YOUR OBJECTIVE
In the entries below, count each line holding the word "image". Answer with the total alone.

RECORDS PROVIDED

· · ·

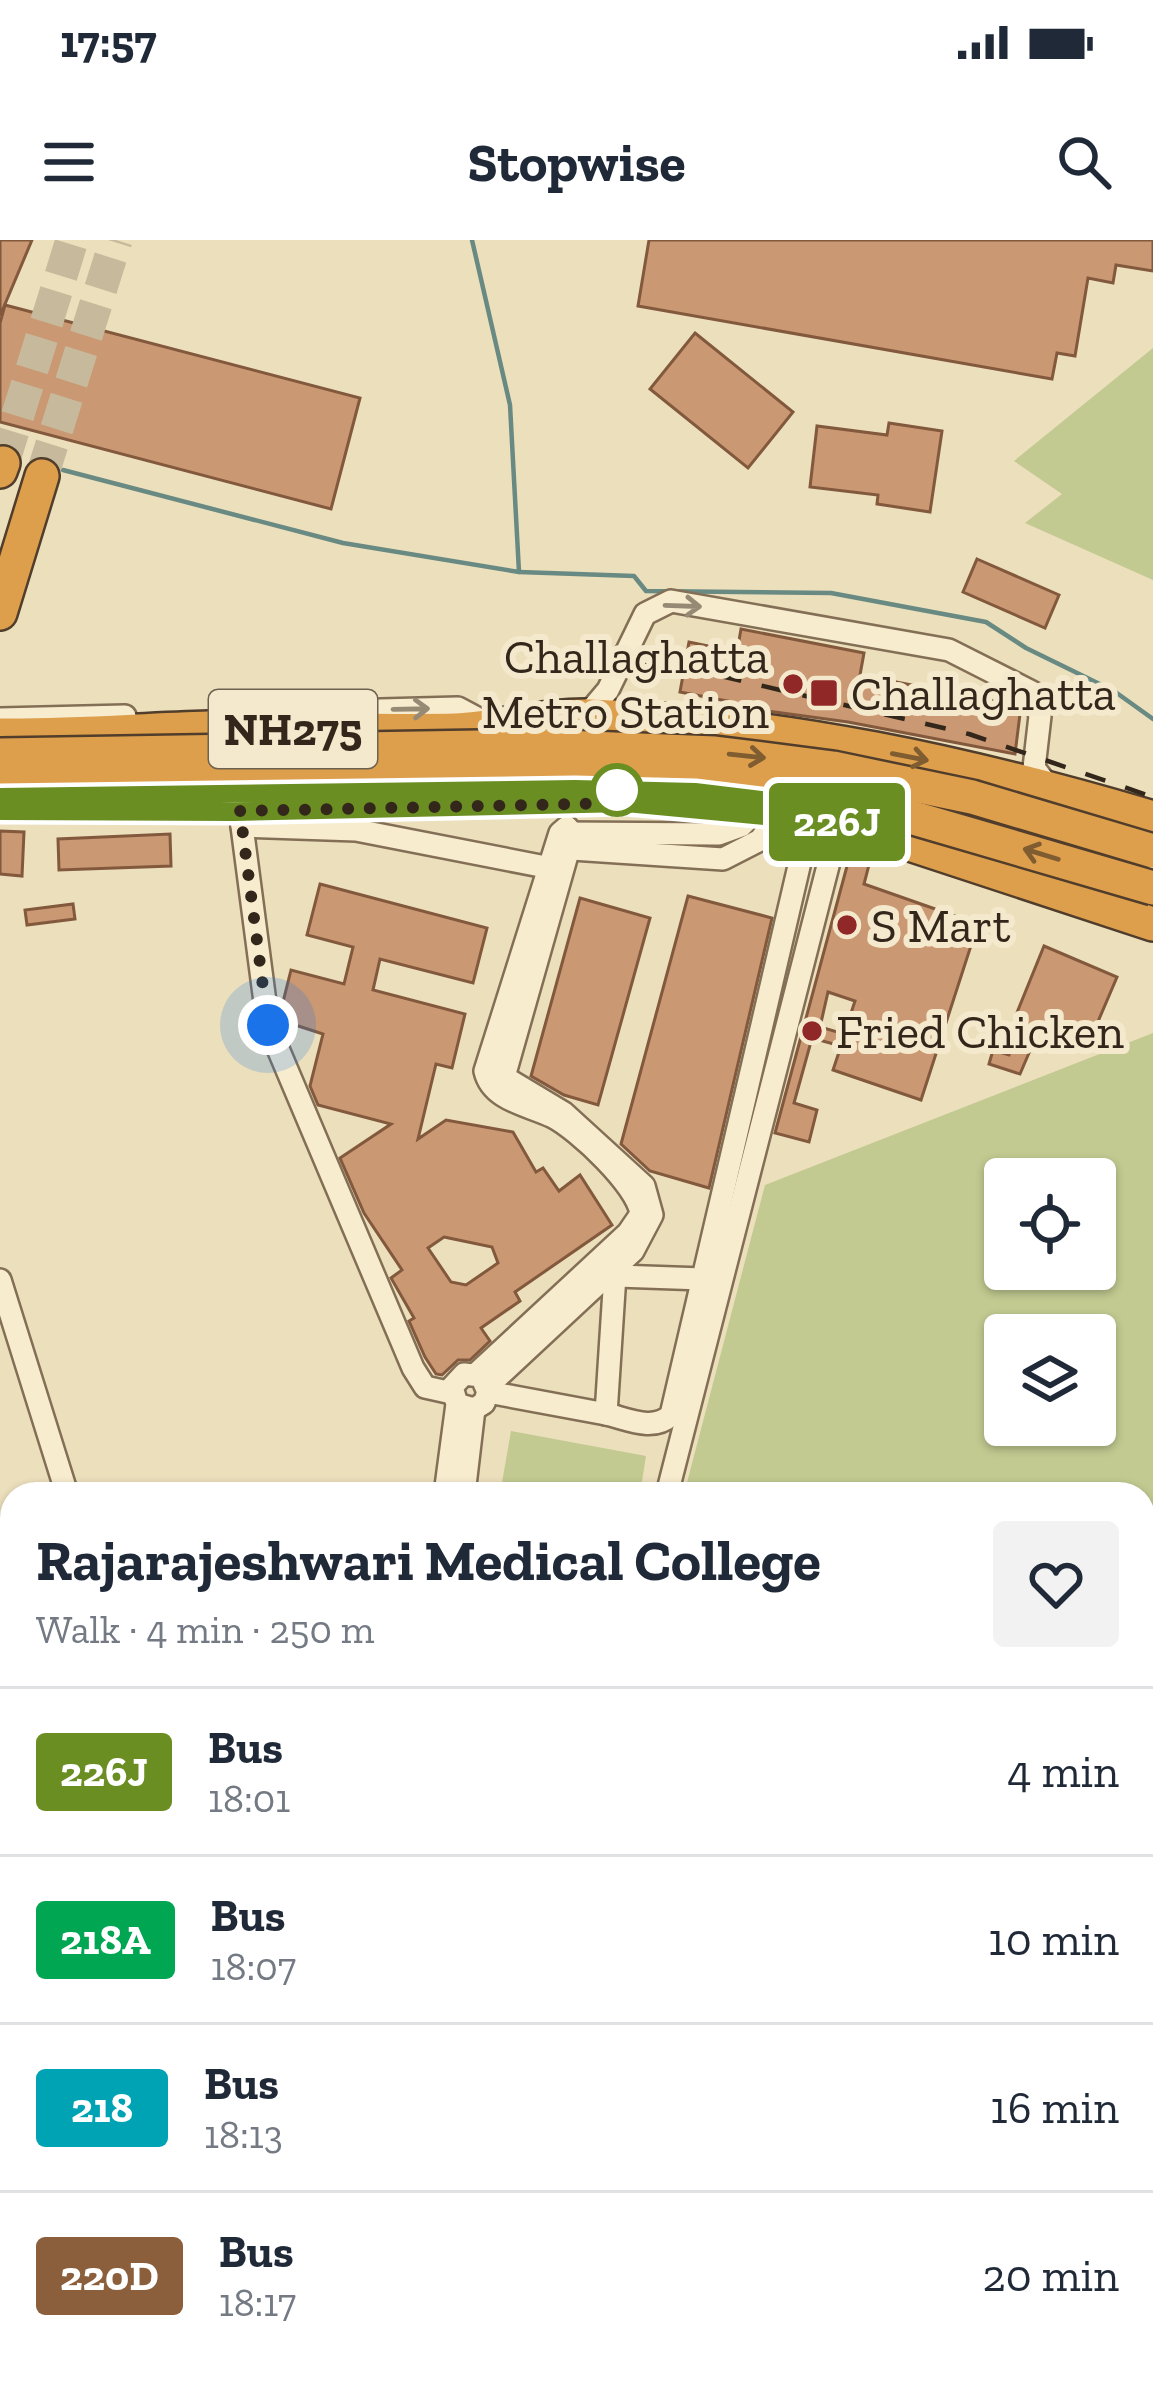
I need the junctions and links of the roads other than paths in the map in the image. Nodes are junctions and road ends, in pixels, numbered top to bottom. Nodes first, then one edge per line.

· · ·

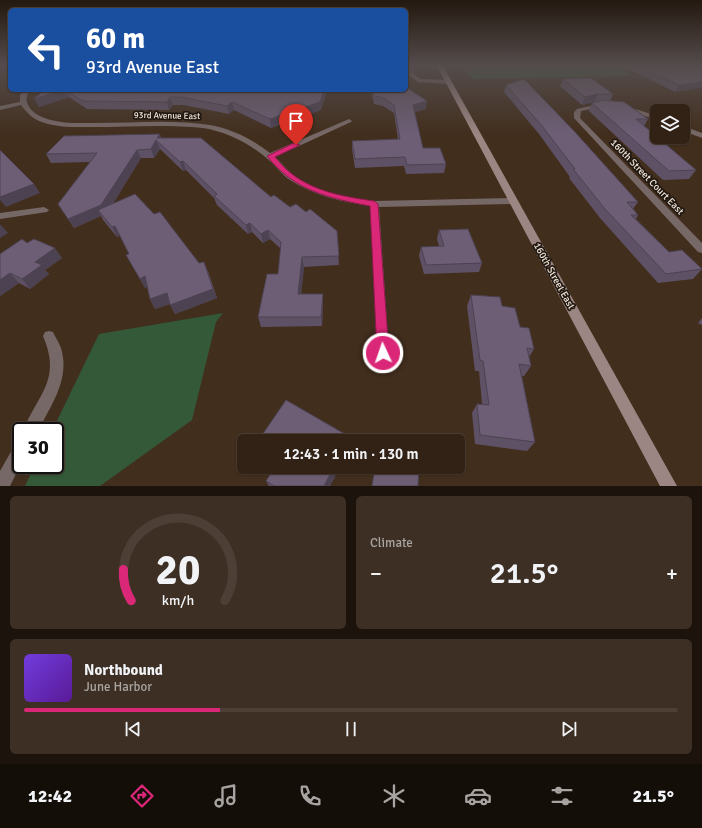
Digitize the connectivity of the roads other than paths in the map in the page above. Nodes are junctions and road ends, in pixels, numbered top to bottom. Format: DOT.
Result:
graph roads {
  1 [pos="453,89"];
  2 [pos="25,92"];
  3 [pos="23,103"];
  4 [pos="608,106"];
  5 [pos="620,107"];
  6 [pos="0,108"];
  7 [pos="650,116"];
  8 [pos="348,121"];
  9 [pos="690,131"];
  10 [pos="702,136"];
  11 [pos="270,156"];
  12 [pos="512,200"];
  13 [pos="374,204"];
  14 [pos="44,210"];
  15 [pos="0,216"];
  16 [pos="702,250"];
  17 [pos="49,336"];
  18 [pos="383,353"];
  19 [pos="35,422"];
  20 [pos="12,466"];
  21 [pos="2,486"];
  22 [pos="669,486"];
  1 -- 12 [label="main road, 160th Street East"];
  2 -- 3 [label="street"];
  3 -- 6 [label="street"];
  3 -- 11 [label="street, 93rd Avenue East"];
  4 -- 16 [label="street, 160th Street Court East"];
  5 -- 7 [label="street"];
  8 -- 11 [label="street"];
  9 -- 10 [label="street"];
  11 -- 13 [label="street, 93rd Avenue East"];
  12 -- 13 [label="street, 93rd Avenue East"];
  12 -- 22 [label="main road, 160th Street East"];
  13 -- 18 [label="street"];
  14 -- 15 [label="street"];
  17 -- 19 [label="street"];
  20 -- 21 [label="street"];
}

· · ·

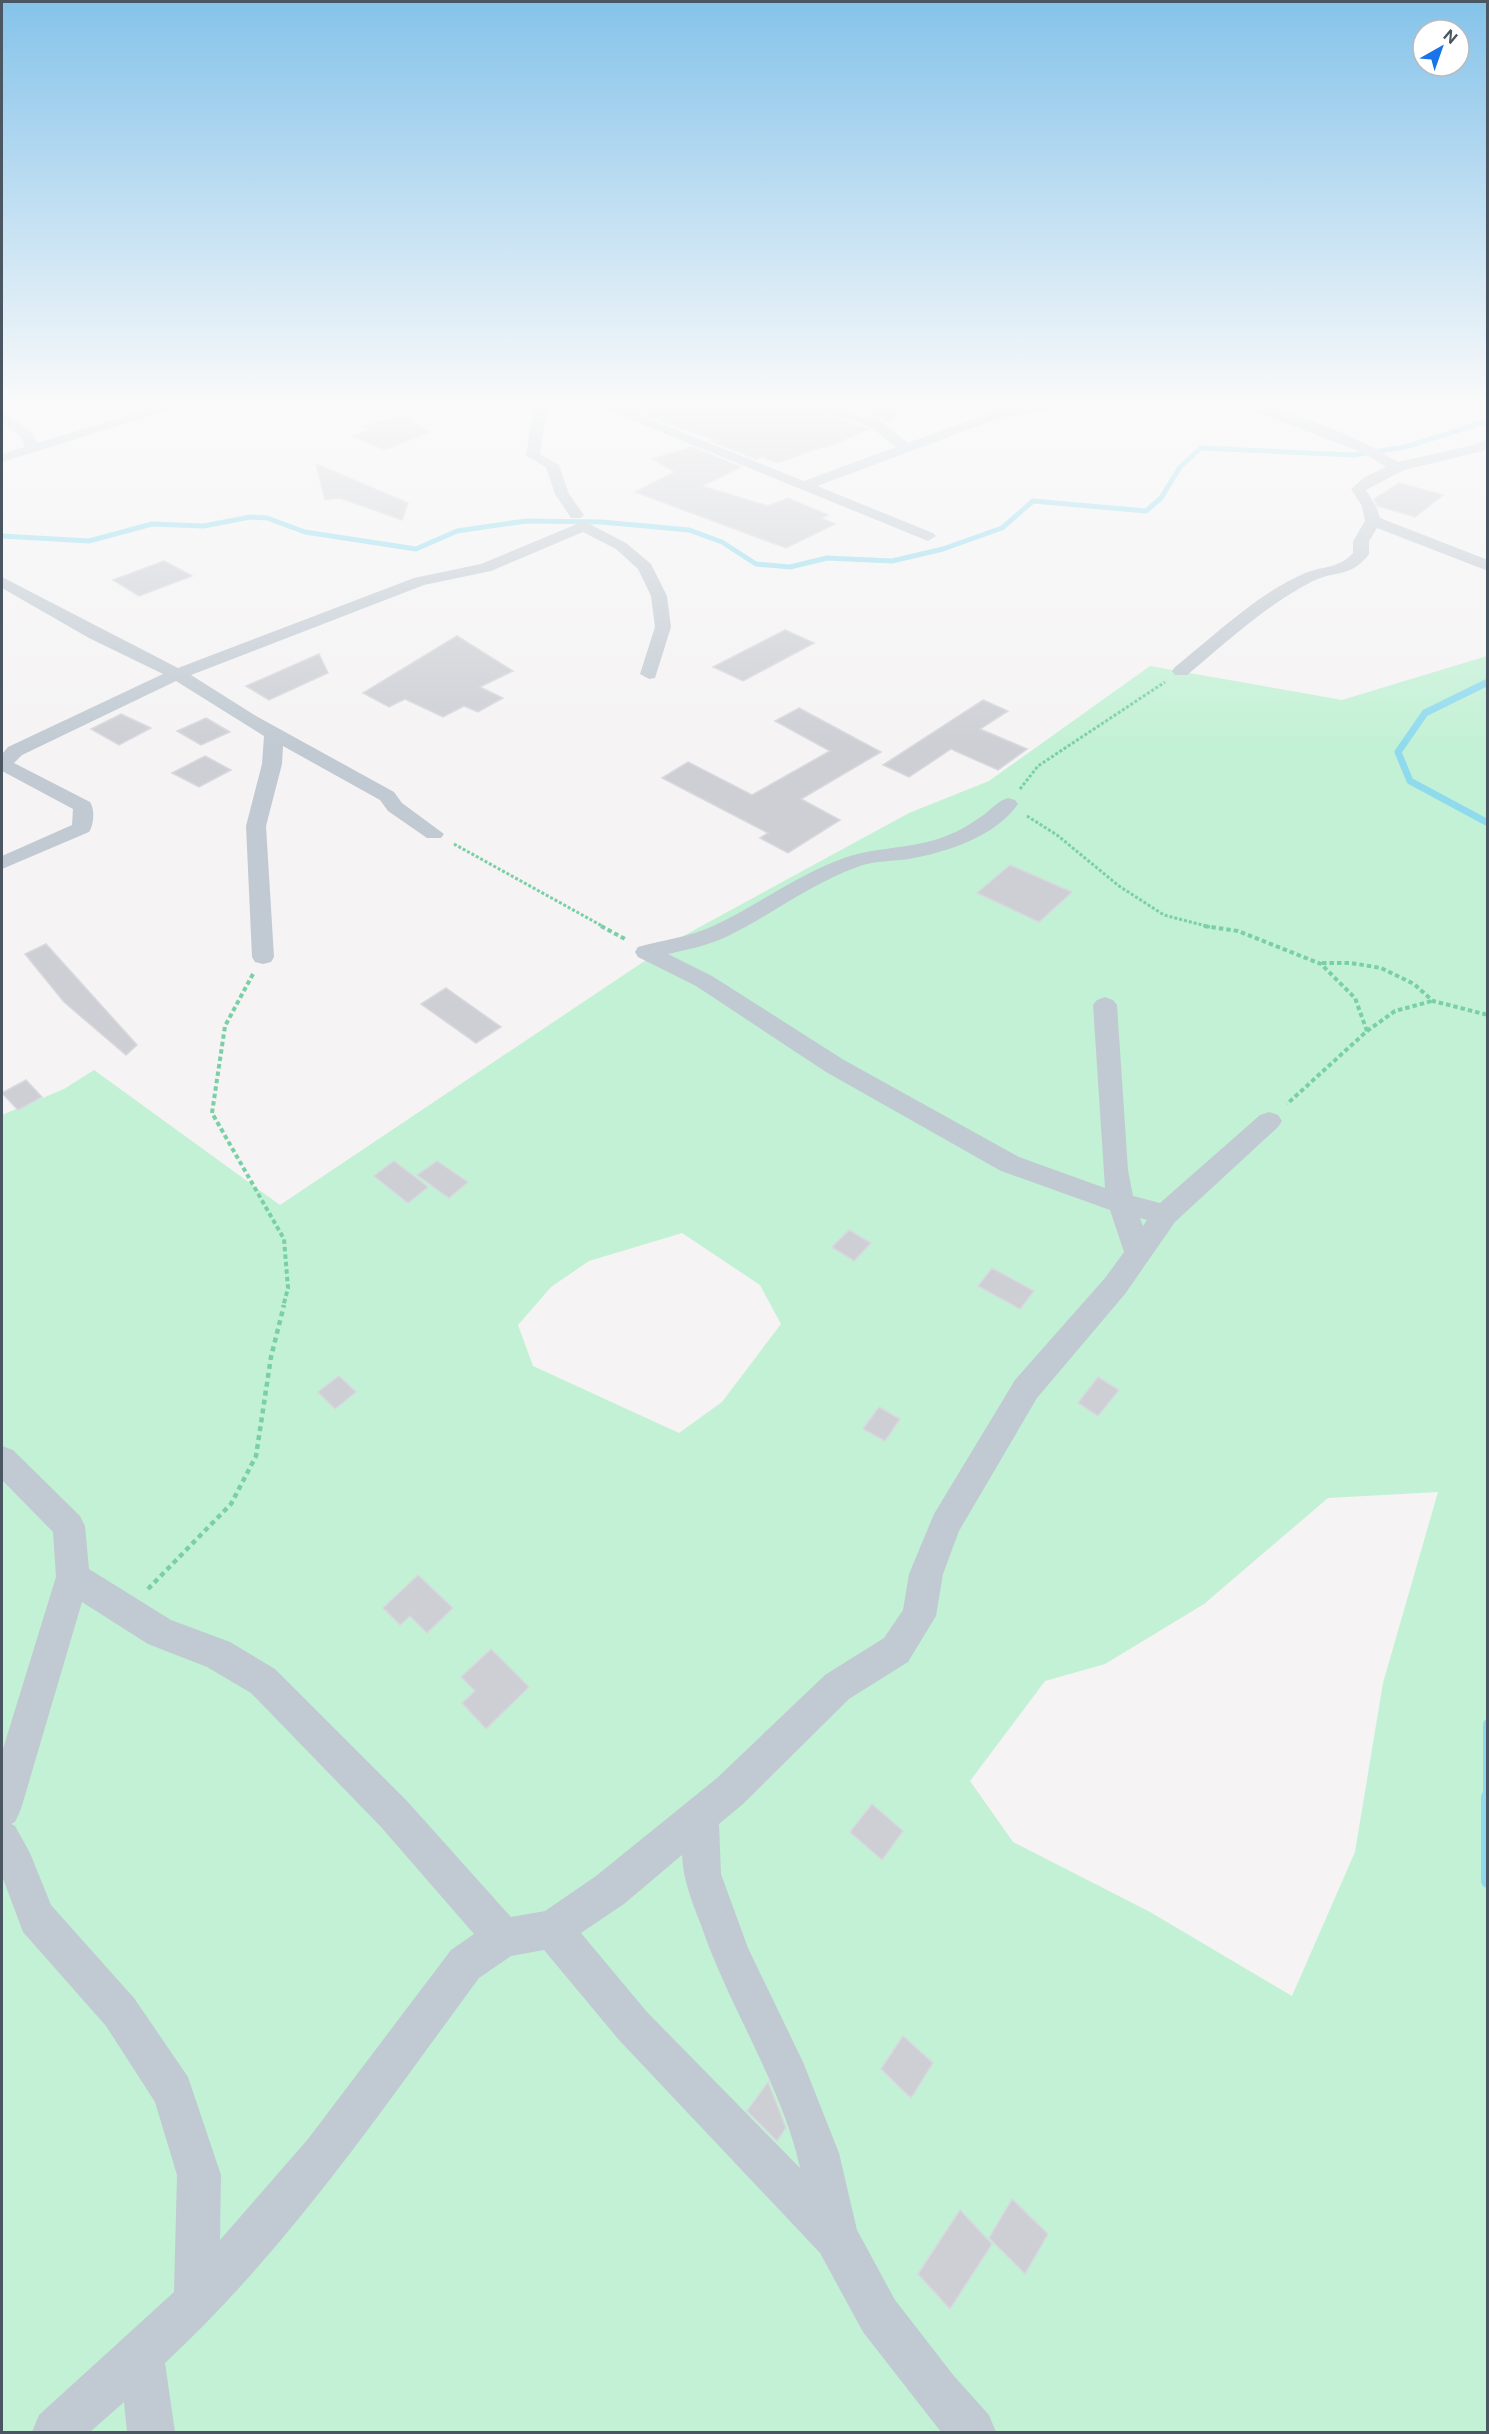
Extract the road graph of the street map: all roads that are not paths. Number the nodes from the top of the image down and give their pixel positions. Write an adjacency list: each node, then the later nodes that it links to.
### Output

· · ·

WRITTEN RESPONSE
2